- [WORK ITEM] Report each line of the entries that includes "dead" by copying it.

Stored data entries
################
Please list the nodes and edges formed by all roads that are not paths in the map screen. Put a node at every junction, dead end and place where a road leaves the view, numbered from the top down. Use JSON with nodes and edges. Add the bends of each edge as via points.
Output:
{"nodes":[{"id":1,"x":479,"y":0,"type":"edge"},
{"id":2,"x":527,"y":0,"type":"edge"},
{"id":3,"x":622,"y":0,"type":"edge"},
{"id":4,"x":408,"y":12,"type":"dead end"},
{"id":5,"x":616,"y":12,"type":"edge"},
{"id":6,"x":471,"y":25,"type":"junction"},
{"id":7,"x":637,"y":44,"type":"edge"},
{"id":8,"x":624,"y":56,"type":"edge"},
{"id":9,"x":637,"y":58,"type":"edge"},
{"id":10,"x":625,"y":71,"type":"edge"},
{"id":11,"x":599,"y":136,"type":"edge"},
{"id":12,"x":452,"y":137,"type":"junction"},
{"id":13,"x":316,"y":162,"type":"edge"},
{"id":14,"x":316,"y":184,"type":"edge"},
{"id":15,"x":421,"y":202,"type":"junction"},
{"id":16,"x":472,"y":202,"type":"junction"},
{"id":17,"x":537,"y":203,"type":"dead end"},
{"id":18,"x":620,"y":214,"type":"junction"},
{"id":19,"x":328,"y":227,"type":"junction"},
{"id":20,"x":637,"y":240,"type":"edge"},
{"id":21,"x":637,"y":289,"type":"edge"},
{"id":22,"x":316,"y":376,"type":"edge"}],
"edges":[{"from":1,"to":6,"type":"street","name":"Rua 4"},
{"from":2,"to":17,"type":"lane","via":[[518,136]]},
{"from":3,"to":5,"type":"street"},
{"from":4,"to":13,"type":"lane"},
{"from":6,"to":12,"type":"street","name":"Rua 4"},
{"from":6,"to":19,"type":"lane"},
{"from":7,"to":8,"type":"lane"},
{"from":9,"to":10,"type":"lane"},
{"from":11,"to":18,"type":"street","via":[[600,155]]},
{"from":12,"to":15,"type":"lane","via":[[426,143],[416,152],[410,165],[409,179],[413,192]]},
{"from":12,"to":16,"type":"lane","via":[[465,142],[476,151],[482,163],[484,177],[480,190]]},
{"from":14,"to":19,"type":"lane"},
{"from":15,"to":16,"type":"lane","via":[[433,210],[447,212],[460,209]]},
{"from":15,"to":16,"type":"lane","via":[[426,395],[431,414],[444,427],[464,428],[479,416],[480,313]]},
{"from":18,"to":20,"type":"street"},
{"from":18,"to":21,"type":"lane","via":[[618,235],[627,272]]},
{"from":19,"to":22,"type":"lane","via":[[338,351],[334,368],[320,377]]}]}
################
- [REPLY]
Please list the nodes and edges formed by all roads that are not paths in the map screen. Put a node at every junction, dead end and place where a road leaves the view, numbered from the top down. Use JSON with nodes and edges. Add the bends of each edge as via points.
{"id":4,"x":408,"y":12,"type":"dead end"},
{"id":17,"x":537,"y":203,"type":"dead end"},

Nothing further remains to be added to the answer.